In 2011, Governor Cuomo set up a Medicaid Redesign Team—a task force ultimately charged with designing, implementing, and analyzing savings of a Housing First program in New York state. By doing so, New York state has established itself as the leader of an experimental approach to healthcare in which state Medicaid dollars are spent on room and board for homeless people in the hope of avoiding runaway emergency room bills later down the line. While the Medicaid Redesign Team had hoped this program would be matched by federal Medicaid dollars, so far, it has not.

To date, the Medicaid Redesign Team's Supportive Housing program has allocated $641 million on East 99th Street and dozens of similar projects across the state. These housing units are expensive to build and operate, but cheaper than paying for the medical costs of residents who would otherwise be homeless.

According to a recent analysis of the savings from the East 99th Street project, the residents' average Medicaid expenses were around $11,800 per person, per year. Across all the projects, the program resulted in a 40 percent reduction in inpatient days, a 26 percent reduction in emergency department visits, and an overall savings of 15 percent in Medicaid health expenditures.

The movement was born during the 1990s at a time when there was a surge numbers of homeless people were suffering from psychiatric disorders, substance abuse or HIV/AIDS. While New York's homeless problem has always been pervasive—and it's not the first state to implement a Housing First approach (versions of them exist in San Francisco, Los Angeles, Boston and Chicago)—the initiative is arguably the most ambitious state-level program in the United States.

It seeks to bring new evidence to an ongoing debate about whether a Housing First approach can truly pay for itself. For years, researchers working on these programs drummed up mixed findings about cost-effectiveness. Numerous studies have demonstrated that Housing First programs generally improve the health and housing situation for the people enrolled. However, some studies found limited cost savings, or no savings at all.

Generally, researchers have determined that a Housing First approach can be cost-effective for a very high-risk population who tend to overutilize Medicaid. This group includes homeless or unstably housed people with two or more chronic medical conditions, psychiatric disorders, drug abuse, or infectious disease such as HIV.

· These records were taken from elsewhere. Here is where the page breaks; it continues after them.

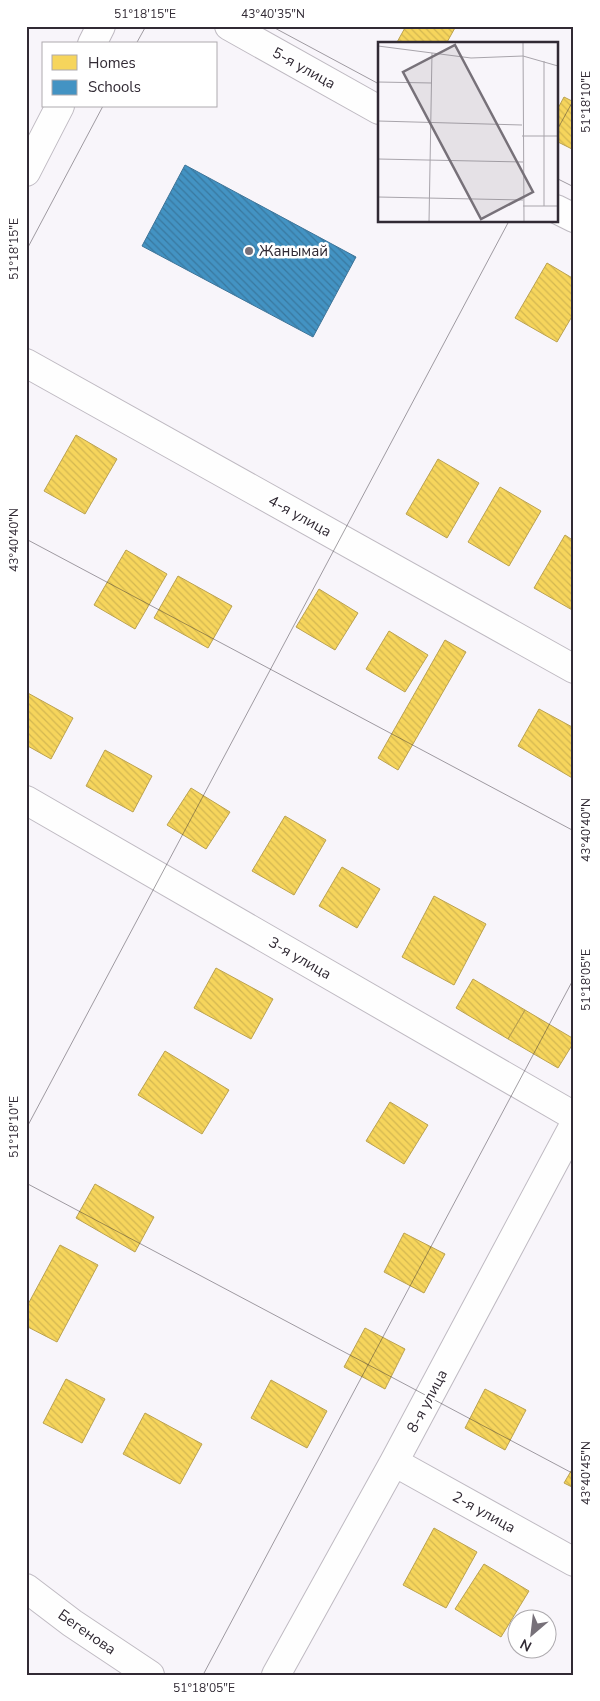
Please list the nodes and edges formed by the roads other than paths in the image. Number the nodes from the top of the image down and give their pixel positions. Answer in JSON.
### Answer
{"nodes":[{"id":1,"x":101,"y":26,"type":"edge"},
{"id":2,"x":230,"y":26,"type":"edge"},
{"id":3,"x":93,"y":42,"type":"edge"},
{"id":4,"x":59,"y":108,"type":"edge"},
{"id":5,"x":378,"y":109,"type":"edge"},
{"id":6,"x":26,"y":172,"type":"edge"},
{"id":7,"x":558,"y":210,"type":"edge"},
{"id":8,"x":574,"y":218,"type":"edge"},
{"id":9,"x":26,"y":363,"type":"edge"},
{"id":10,"x":574,"y":669,"type":"edge"},
{"id":11,"x":26,"y":800,"type":"edge"},
{"id":12,"x":574,"y":1116,"type":"edge"},
{"id":13,"x":574,"y":1125,"type":"edge"},
{"id":14,"x":394,"y":1462,"type":"junction"},
{"id":15,"x":574,"y":1562,"type":"edge"},
{"id":16,"x":26,"y":1588,"type":"edge"},
{"id":17,"x":150,"y":1675,"type":"edge"},
{"id":18,"x":276,"y":1675,"type":"edge"}],
"edges":[{"from":1,"to":3,"type":"street"},
{"from":2,"to":5,"type":"street","name":"5-я улица"},
{"from":4,"to":6,"type":"street"},
{"from":7,"to":8,"type":"street"},
{"from":9,"to":10,"type":"street","name":"4-я улица"},
{"from":11,"to":12,"type":"street","name":"3-я улица"},
{"from":13,"to":14,"type":"street","name":"8-я улица"},
{"from":14,"to":15,"type":"street","name":"2-я улица"},
{"from":14,"to":18,"type":"street","name":"8-я улица"},
{"from":16,"to":17,"type":"street","name":"Бегенова"}]}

The data that emerged from New York's experiment seems to back up the notion that cost savings will be highest when the program is targeted to the highest users of Medicaid. For example, for tenants who came from state-owned psychiatric facilities, supportive housing saved nearly $78,000 per person, per year, according to a recent evaluation.

McClinton, who was one of the first residents to move into the East 99th Street apartments in Spanish Harlem, was initially skeptical of the program. "I didn't think I was going to like it," he says. "I didn't trust anybody, I thought everybody was out to get me." But McClinton quickly acclimated to his studio apartment, and soon started taking cooking and nutrition classes offered at the wraparound service center on the first floor.

He even uses the kitchen in his studio to cook every once in awhile. "I'm a diabetic. In here, I learned how to take care of my blood sugar, how to eat proper food. This is a lovely place," says McClinton, who believes having his own apartment helped him get his health back under control. "I'm happy here."